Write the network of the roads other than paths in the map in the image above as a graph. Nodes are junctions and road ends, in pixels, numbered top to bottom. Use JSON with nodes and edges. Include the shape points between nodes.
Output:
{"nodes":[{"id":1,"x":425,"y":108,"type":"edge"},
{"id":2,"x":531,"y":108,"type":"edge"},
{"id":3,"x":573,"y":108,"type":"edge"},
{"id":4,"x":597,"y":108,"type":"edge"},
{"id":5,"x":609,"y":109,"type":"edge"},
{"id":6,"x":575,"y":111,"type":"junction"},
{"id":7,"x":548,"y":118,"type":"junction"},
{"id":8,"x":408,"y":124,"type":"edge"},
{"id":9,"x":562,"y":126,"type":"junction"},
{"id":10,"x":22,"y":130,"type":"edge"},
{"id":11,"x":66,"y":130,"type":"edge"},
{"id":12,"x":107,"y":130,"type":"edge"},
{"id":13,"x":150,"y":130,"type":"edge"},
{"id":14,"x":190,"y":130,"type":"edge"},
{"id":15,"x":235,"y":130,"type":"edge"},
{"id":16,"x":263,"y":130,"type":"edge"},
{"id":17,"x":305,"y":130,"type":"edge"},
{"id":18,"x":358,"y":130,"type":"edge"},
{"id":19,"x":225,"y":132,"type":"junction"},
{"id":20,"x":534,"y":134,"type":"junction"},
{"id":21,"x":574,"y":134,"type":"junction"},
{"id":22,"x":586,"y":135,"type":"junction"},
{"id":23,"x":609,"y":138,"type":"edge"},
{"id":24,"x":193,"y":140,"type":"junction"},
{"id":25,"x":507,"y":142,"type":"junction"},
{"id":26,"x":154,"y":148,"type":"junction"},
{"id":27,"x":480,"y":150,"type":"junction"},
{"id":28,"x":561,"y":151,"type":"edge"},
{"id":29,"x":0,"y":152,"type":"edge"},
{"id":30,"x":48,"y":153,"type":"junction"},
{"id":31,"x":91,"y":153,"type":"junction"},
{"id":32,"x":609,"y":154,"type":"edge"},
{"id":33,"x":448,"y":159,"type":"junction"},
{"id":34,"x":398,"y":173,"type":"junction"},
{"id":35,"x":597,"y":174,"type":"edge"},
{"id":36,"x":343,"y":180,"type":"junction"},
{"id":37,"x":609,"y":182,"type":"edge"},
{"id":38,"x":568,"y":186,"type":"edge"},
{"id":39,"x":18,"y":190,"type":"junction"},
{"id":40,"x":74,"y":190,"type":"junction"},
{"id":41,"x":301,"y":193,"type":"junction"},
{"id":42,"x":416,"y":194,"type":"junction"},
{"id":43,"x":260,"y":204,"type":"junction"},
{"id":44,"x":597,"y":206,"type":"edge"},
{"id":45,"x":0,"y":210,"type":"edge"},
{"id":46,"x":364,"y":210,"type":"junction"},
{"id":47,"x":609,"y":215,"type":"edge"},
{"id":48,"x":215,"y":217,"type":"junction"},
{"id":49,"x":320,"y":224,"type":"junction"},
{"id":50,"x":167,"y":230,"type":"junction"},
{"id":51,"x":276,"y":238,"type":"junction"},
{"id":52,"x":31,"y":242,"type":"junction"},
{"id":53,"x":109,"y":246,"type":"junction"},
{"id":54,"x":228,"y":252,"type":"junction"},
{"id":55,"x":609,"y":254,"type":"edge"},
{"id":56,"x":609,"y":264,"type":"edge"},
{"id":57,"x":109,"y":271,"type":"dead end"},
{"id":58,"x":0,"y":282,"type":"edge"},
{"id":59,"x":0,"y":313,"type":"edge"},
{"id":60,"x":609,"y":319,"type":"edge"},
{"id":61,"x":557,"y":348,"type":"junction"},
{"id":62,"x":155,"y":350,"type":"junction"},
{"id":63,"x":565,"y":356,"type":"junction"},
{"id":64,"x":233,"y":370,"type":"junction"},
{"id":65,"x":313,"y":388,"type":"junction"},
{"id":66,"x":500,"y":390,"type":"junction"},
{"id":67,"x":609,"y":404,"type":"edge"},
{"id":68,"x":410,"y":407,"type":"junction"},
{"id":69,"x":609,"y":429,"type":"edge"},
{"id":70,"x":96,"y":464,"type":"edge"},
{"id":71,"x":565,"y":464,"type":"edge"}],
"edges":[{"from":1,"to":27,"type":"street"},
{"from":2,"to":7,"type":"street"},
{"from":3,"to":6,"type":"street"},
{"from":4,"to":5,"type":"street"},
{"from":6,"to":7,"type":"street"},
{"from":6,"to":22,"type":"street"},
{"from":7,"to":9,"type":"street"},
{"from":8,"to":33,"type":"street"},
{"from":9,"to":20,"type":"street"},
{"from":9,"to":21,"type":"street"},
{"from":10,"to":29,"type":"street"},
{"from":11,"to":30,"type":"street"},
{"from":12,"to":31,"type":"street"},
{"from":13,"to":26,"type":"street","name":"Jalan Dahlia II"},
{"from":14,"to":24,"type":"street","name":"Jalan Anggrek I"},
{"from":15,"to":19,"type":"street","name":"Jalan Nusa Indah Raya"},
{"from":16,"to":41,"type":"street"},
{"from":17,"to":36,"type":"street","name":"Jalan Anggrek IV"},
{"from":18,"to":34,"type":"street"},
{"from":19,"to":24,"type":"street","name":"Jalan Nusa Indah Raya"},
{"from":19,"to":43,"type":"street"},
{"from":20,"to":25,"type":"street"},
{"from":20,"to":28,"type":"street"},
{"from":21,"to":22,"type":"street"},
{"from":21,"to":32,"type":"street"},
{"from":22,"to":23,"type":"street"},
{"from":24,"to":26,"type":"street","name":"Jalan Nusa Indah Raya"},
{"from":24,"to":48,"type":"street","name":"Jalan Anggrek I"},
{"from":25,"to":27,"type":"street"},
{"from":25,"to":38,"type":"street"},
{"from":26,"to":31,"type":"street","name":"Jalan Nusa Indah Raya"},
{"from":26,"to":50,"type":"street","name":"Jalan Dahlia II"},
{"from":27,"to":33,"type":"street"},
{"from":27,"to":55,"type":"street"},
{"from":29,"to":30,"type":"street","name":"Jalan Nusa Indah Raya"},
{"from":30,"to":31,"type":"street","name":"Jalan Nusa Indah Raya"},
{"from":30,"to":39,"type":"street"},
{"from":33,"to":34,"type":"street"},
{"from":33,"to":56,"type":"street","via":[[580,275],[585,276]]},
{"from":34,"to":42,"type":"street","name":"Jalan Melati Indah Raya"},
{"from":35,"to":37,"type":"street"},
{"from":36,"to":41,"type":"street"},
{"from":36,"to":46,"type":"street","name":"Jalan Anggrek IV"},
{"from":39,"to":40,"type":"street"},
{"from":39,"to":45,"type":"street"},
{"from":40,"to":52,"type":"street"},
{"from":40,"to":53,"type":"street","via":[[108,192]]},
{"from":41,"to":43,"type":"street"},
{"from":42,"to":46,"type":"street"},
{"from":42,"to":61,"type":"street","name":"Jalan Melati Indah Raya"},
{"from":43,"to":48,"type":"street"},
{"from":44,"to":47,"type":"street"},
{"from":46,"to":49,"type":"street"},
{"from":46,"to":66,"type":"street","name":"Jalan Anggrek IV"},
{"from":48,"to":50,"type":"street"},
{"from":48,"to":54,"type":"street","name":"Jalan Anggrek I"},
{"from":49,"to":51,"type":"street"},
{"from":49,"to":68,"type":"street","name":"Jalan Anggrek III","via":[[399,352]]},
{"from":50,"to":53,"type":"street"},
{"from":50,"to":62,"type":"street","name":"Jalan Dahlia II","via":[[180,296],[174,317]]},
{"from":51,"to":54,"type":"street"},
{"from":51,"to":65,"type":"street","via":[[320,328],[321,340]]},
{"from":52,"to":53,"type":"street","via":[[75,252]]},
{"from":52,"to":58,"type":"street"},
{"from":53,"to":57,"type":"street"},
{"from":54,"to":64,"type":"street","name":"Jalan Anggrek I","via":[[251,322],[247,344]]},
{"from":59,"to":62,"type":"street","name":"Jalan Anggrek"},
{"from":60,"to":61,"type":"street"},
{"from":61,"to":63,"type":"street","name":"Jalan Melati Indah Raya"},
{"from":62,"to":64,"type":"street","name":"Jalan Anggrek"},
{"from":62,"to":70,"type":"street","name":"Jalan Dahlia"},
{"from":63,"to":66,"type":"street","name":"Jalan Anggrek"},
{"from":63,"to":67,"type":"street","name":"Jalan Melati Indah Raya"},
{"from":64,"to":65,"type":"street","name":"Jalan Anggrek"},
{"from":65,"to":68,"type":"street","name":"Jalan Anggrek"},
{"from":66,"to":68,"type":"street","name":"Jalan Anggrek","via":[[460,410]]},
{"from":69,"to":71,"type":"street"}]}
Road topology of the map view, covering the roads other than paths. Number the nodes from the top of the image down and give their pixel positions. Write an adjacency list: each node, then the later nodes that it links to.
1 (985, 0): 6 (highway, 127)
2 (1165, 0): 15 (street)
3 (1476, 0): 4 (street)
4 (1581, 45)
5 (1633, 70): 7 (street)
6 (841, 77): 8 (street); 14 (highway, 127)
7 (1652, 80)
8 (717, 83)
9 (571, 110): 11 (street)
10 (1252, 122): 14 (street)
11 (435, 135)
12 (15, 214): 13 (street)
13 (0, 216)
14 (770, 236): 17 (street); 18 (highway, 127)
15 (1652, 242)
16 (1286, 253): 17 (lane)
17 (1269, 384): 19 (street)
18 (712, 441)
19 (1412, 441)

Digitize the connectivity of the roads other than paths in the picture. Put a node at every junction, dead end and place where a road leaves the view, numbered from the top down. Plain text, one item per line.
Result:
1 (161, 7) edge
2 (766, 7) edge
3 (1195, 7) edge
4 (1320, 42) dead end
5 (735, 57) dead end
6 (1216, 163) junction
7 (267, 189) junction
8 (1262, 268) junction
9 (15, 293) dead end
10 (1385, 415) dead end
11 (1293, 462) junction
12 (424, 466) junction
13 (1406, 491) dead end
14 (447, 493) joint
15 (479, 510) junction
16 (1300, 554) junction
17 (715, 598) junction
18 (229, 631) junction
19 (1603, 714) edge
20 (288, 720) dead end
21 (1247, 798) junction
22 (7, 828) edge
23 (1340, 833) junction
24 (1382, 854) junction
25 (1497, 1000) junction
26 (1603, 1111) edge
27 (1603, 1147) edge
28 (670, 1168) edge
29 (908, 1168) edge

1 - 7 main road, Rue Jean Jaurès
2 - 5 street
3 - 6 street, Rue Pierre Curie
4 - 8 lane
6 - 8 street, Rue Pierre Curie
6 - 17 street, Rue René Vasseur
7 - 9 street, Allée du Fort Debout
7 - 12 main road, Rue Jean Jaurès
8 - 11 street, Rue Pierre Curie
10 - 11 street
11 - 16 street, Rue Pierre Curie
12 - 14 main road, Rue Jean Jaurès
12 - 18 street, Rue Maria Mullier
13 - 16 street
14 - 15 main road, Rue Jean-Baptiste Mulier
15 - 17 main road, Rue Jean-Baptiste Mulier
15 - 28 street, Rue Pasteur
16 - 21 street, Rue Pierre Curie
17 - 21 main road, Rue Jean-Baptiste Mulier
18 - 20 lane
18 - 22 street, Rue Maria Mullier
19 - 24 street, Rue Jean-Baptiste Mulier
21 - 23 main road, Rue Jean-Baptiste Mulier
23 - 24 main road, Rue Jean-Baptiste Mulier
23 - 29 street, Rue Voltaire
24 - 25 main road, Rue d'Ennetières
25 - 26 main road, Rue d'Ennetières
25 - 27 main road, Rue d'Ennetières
**********
## TASK DIRECTIONS
Go to the line in the listing above that has "Digitize the connectivity" in it. Set down that line and each one after it, exactly.

## EXERCISE RESPONSE
Digitize the connectivity of the roads other than paths in the picture. Put a node at every junction, dead end and place where a road leaves the view, numbered from the top down. Plain text, one item per line.
Result:
1 (161, 7) edge
2 (766, 7) edge
3 (1195, 7) edge
4 (1320, 42) dead end
5 (735, 57) dead end
6 (1216, 163) junction
7 (267, 189) junction
8 (1262, 268) junction
9 (15, 293) dead end
10 (1385, 415) dead end
11 (1293, 462) junction
12 (424, 466) junction
13 (1406, 491) dead end
14 (447, 493) joint
15 (479, 510) junction
16 (1300, 554) junction
17 (715, 598) junction
18 (229, 631) junction
19 (1603, 714) edge
20 (288, 720) dead end
21 (1247, 798) junction
22 (7, 828) edge
23 (1340, 833) junction
24 (1382, 854) junction
25 (1497, 1000) junction
26 (1603, 1111) edge
27 (1603, 1147) edge
28 (670, 1168) edge
29 (908, 1168) edge

1 - 7 main road, Rue Jean Jaurès
2 - 5 street
3 - 6 street, Rue Pierre Curie
4 - 8 lane
6 - 8 street, Rue Pierre Curie
6 - 17 street, Rue René Vasseur
7 - 9 street, Allée du Fort Debout
7 - 12 main road, Rue Jean Jaurès
8 - 11 street, Rue Pierre Curie
10 - 11 street
11 - 16 street, Rue Pierre Curie
12 - 14 main road, Rue Jean Jaurès
12 - 18 street, Rue Maria Mullier
13 - 16 street
14 - 15 main road, Rue Jean-Baptiste Mulier
15 - 17 main road, Rue Jean-Baptiste Mulier
15 - 28 street, Rue Pasteur
16 - 21 street, Rue Pierre Curie
17 - 21 main road, Rue Jean-Baptiste Mulier
18 - 20 lane
18 - 22 street, Rue Maria Mullier
19 - 24 street, Rue Jean-Baptiste Mulier
21 - 23 main road, Rue Jean-Baptiste Mulier
23 - 24 main road, Rue Jean-Baptiste Mulier
23 - 29 street, Rue Voltaire
24 - 25 main road, Rue d'Ennetières
25 - 26 main road, Rue d'Ennetières
25 - 27 main road, Rue d'Ennetières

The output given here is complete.